Greetings from Capt. Buddy,

Word on the water for the past few months… “much improved’!  August brought us some surprising opportunities for large tarpon.  Though they didn’t emerge in spring time numbers, the ones that were here sure showed a hefty appetite for our flies!  From the last week in July through August, we probably jumped 14.  Got 2 mature fish to the boat, and the rest parted ways early.  Exciting to see those first few jumps!  I always think to myself.. we only want a photo, why do they put up such a struggle?  After a disappointing tarpon season earlier this year, this was a fresh breath of air.  What I enjoy most about summer fishing in The Everglades is the uncrowded surroundings…water for miles…all to ourselves.  I took a trip up to Hopedale, Louisiana and fished the week over July 4th.  When I went in to pay for my launch, the attendant told me that they had over 250 boats put in the day before.  Gosh, if I see 20 trailers in the heat of the season here, that feels a little crowded to me.

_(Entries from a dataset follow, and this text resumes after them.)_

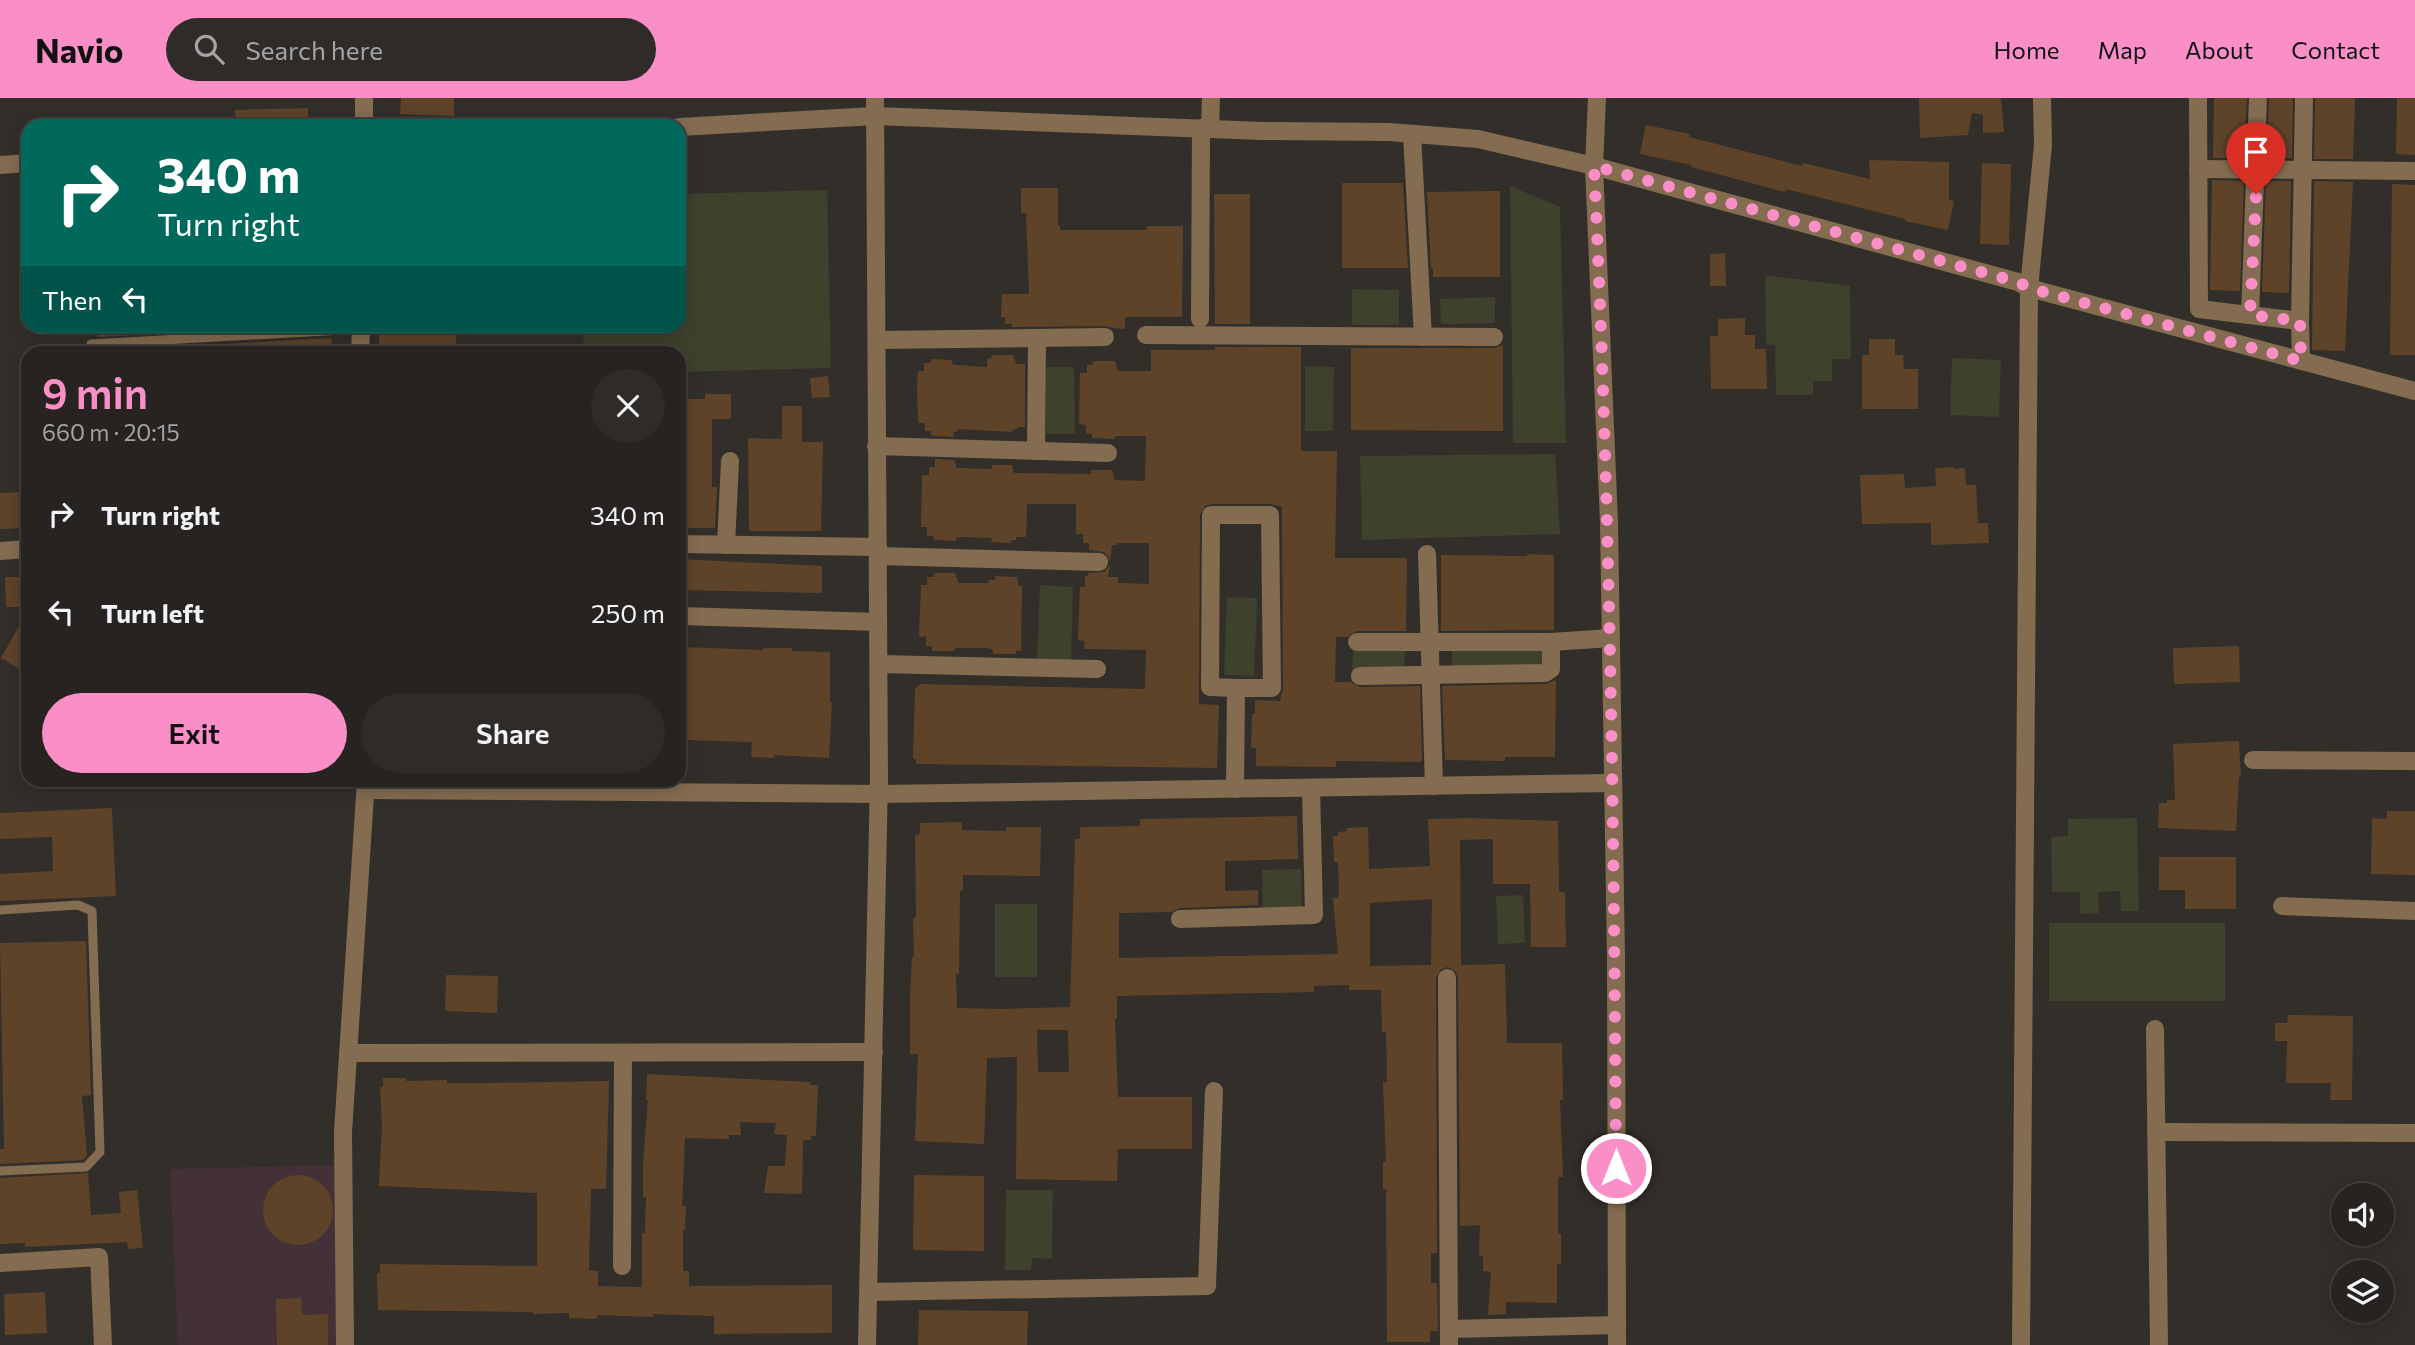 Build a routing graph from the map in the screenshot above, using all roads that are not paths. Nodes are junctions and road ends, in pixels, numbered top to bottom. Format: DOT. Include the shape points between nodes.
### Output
graph roads {
  1 [pos="364,98"];
  2 [pos="1212,98"];
  3 [pos="1597,98"];
  4 [pos="2042,98"];
  5 [pos="2198,98"];
  6 [pos="2258,98"];
  7 [pos="2304,98"];
  8 [pos="875,107"];
  9 [pos="363,119"];
  10 [pos="686,126"];
  11 [pos="1205,128"];
  12 [pos="1412,134"];
  13 [pos="21,164"];
  14 [pos="0,165"];
  15 [pos="1594,166"];
  16 [pos="2198,169"];
  17 [pos="2257,170"];
  18 [pos="2302,170"];
  19 [pos="2415,171"];
  20 [pos="2029,288"];
  21 [pos="2250,315"];
  22 [pos="1200,319"];
  23 [pos="2300,321"];
  24 [pos="266,333"];
  25 [pos="1146,335"];
  26 [pos="1105,337"];
  27 [pos="1423,337"];
  28 [pos="1494,337"];
  29 [pos="1037,338"];
  30 [pos="878,340"];
  31 [pos="91,344"];
  32 [pos="2301,361"];
  33 [pos="2415,391"];
  34 [pos="876,446"];
  35 [pos="1036,451"];
  36 [pos="1108,453"];
  37 [pos="730,461"];
  38 [pos="686,544"];
  39 [pos="726,545"];
  40 [pos="21,550"];
  41 [pos="0,551"];
  42 [pos="878,551"];
  43 [pos="1427,554"];
  44 [pos="1099,562"];
  45 [pos="686,616"];
  46 [pos="878,622"];
  47 [pos="1611,638"];
  48 [pos="1357,642"];
  49 [pos="1430,642"];
  50 [pos="1551,642"];
  51 [pos="879,664"];
  52 [pos="1097,669"];
  53 [pos="1431,674"];
  54 [pos="1360,676"];
  55 [pos="1236,688"];
  56 [pos="2253,760"];
  57 [pos="2415,761"];
  58 [pos="1613,783"];
  59 [pos="1434,786"];
  60 [pos="366,787"];
  61 [pos="480,787"];
  62 [pos="1311,788"];
  63 [pos="1235,789"];
  64 [pos="879,794"];
  65 [pos="2282,906"];
  66 [pos="0,909"];
  67 [pos="2415,911"];
  68 [pos="1180,919"];
  69 [pos="1447,978"];
  70 [pos="2155,1028"];
  71 [pos="874,1052"];
  72 [pos="348,1053"];
  73 [pos="623,1053"];
  74 [pos="1214,1091"];
  75 [pos="2156,1132"];
  76 [pos="2415,1133"];
  77 [pos="0,1171"];
  78 [pos="0,1262"];
  79 [pos="622,1266"];
  80 [pos="869,1292"];
  81 [pos="1617,1325"];
  82 [pos="1449,1337"];
  83 [pos="103,1345"];
  84 [pos="345,1345"];
  85 [pos="867,1345"];
  86 [pos="1617,1345"];
  87 [pos="2021,1345"];
  88 [pos="2159,1345"];
  1 -- 9 [label="street"];
  2 -- 11 [label="street"];
  3 -- 15 [label="street"];
  4 -- 20 [label="street" via="2043,145"];
  5 -- 16 [label="street"];
  6 -- 17 [label="street"];
  7 -- 18 [label="street"];
  8 -- 10 [label="street"];
  8 -- 11 [label="street"];
  8 -- 30 [label="street"];
  11 -- 12 [label="street"];
  11 -- 22 [label="street"];
  12 -- 15 [label="street" via="1478,139"];
  12 -- 27 [label="street"];
  13 -- 14 [label="street"];
  15 -- 20 [label="street"];
  15 -- 47 [label="street"];
  16 -- 17 [label="street"];
  16 -- 21 [label="street" via="2199,309"];
  17 -- 18 [label="street"];
  17 -- 21 [label="street"];
  18 -- 19 [label="street"];
  18 -- 23 [label="street"];
  20 -- 32 [label="street"];
  20 -- 87 [label="street"];
  21 -- 23 [label="street"];
  23 -- 32 [label="street"];
  24 -- 31 [label="lane"];
  25 -- 27 [label="street"];
  26 -- 29 [label="street"];
  27 -- 28 [label="street"];
  29 -- 30 [label="street"];
  29 -- 35 [label="street"];
  30 -- 34 [label="street"];
  32 -- 33 [label="street"];
  34 -- 35 [label="street"];
  34 -- 42 [label="street"];
  35 -- 36 [label="street"];
  37 -- 39 [label="street"];
  38 -- 39 [label="street"];
  39 -- 42 [label="street"];
  40 -- 41 [label="street"];
  42 -- 44 [label="street"];
  42 -- 46 [label="street"];
  43 -- 49 [label="street"];
  45 -- 46 [label="street"];
  46 -- 51 [label="street"];
  47 -- 50 [label="street"];
  47 -- 58 [label="street"];
  48 -- 49 [label="street"];
  49 -- 50 [label="street"];
  49 -- 53 [label="street"];
  50 -- 53 [label="street" via="1551,669 1545,673"];
  51 -- 52 [label="street"];
  51 -- 64 [label="street"];
  53 -- 54 [label="street"];
  53 -- 59 [label="street"];
  55 -- 55 [label="street" via="1210,687 1211,515 1270,514 1272,688"];
  55 -- 63 [label="street"];
  56 -- 57 [label="street"];
  58 -- 59 [label="street"];
  58 -- 81 [label="street"];
  59 -- 62 [label="street"];
  60 -- 72 [label="street"];
  61 -- 64 [label="street"];
  62 -- 63 [label="street"];
  62 -- 68 [label="street" via="1314,915"];
  63 -- 64 [label="street"];
  64 -- 71 [label="street"];
  65 -- 67 [label="street"];
  66 -- 77 [label="lane" via="78,905 92,911 100,1152 86,1167"];
  69 -- 82 [label="street"];
  70 -- 75 [label="street"];
  71 -- 73 [label="street"];
  71 -- 80 [label="street"];
  72 -- 73 [label="street"];
  72 -- 84 [label="street" via="343,1132"];
  73 -- 79 [label="street"];
  74 -- 80 [label="street" via="1206,1286"];
  75 -- 76 [label="street"];
  75 -- 88 [label="street"];
  78 -- 83 [label="street" via="99,1257"];
  80 -- 85 [label="street"];
  81 -- 82 [label="street"];
  81 -- 86 [label="street"];
} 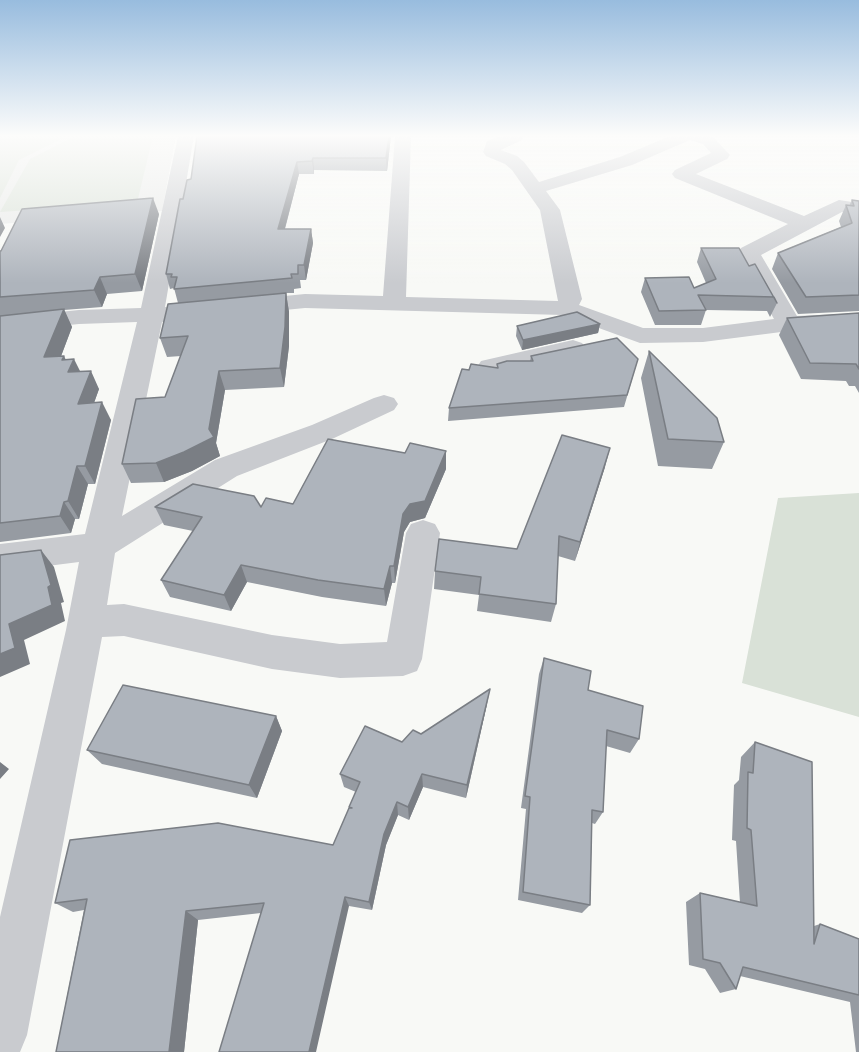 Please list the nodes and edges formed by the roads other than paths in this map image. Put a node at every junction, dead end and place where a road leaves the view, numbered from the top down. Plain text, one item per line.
1 (176, 185) edge
2 (400, 185) edge
3 (531, 185) edge
4 (547, 185) edge
5 (709, 185) edge
6 (534, 189) junction
7 (859, 209) edge
8 (806, 224) junction
9 (394, 302) junction
10 (566, 309) junction
11 (151, 316) junction
12 (859, 320) edge
13 (789, 324) junction
14 (0, 325) edge
15 (640, 336) junction
16 (490, 367) edge
17 (384, 404) dead end
18 (423, 533) dead end
19 (99, 546) junction
20 (0, 558) edge
21 (86, 622) junction
22 (0, 1035) edge

1 - 11 street
2 - 9 street
3 - 6 street
4 - 6 street
5 - 8 street
6 - 10 street
7 - 8 street
8 - 13 street
9 - 10 street
9 - 11 street
10 - 15 street
11 - 14 street
11 - 19 street
12 - 13 street
13 - 15 street
15 - 16 street
17 - 19 street
18 - 21 street
19 - 20 street
19 - 21 street
21 - 22 street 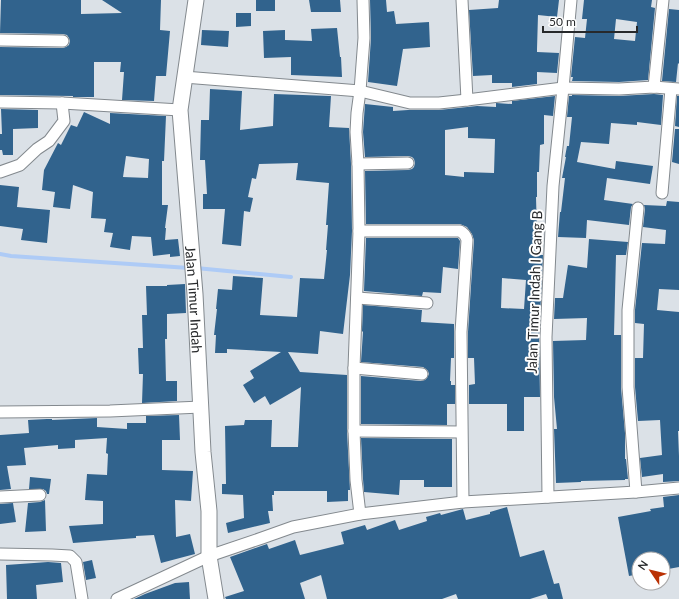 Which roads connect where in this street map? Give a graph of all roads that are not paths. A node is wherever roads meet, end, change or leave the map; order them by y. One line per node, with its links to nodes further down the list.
1 (196, 0): 8 (street, Jalan Timur Indah)
2 (363, 0): 12 (street)
3 (462, 0): 13 (street)
4 (571, 0): 10 (street, Jalan Timur Indah I Gang B)
5 (663, 0): 9 (street)
6 (0, 40): 7 (street)
7 (63, 41)
8 (184, 77): 12 (street); 16 (street, Jalan Timur Indah)
9 (654, 87): 10 (street); 11 (street)
10 (563, 88): 13 (street); 35 (street, Jalan Timur Indah I Gang B)
11 (675, 89): 20 (street)
12 (360, 91): 13 (street); 18 (street)
13 (467, 100)
14 (0, 102): 15 (street)
15 (62, 103): 16 (street); 19 (street)
16 (180, 110): 27 (street, Jalan Timur Indah)
17 (408, 163): 18 (street)
18 (358, 164): 22 (street)
19 (0, 172)
20 (662, 193)
21 (638, 208): 32 (street)
22 (359, 231): 23 (street); 30 (street)
23 (357, 298): 24 (street); 25 (street)
24 (427, 303)
25 (354, 368): 26 (street); 29 (street)
26 (422, 374)
27 (201, 407): 28 (street); 39 (street, Jalan Timur Indah)
28 (0, 412)
29 (354, 431): 30 (street); 37 (street)
30 (462, 432): 36 (street)
31 (679, 488): 32 (street)
32 (636, 492): 35 (street)
33 (40, 495): 34 (street)
34 (0, 497)
35 (548, 497): 36 (street)
36 (463, 502): 37 (street)
37 (360, 514): 39 (street)
38 (0, 554): 40 (street)
39 (210, 556): 41 (street); 42 (street, Jalan Timur Indah)
40 (82, 599)
41 (117, 599)
42 (216, 599)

We had the experience of “pulling on” several large sharks during the past few months.  Black Tips and Lemons mainly.  In some instances, we had no idea what some of them were, as we brought our lines out of the water with completely shredded leader…they were quick to leave nothing behind!  The realization is that I’ve always had mixed results throwing flies to them.  By accident, fishing with a Merkin Crab pattern, we hooked 2 large sharks that we never saw coming until we felt the tight yank on our lines.  They certainly wanted that size 2 Merkin for their morning snack.   My friend and I were happy to have them break the line, as we were using a 10 weight rod and had no real interest in fighting a shark for an hour or more.  After a few of those experiences, one learns that it can lead to a long, tiring, and drawn out battle.  Throughout the summer, Snook proved to be active both early and late in the day.  We caught (and lost) some great ones!  As a true fisherman tells it, the ones that we lost were the best and the biggest!  I’m now anxious to see what the cooler fall weather brings.  Generally, it’s very good, depending on the fronts that come through.  I, like every other fly fisherman, love to sight cast.  As we all know, in the Everglades that can be spotty.  So to try new techniques, I’ve been fishing away from the mangrove shorelines and fishing under bait.  You never know what type predator is keying in on the bait, but I found this technique to be successful with some really nice Snook taking our flies.  The snook photo attached came from under a bait pod.  Redfish this year have been hard to come by, hooking up only occasionally.  Now should be the time that they start to show up in numbers, so we’ll be watching.  The water is fairly clear and God knows that they’re tons-of-fun to throw a line to!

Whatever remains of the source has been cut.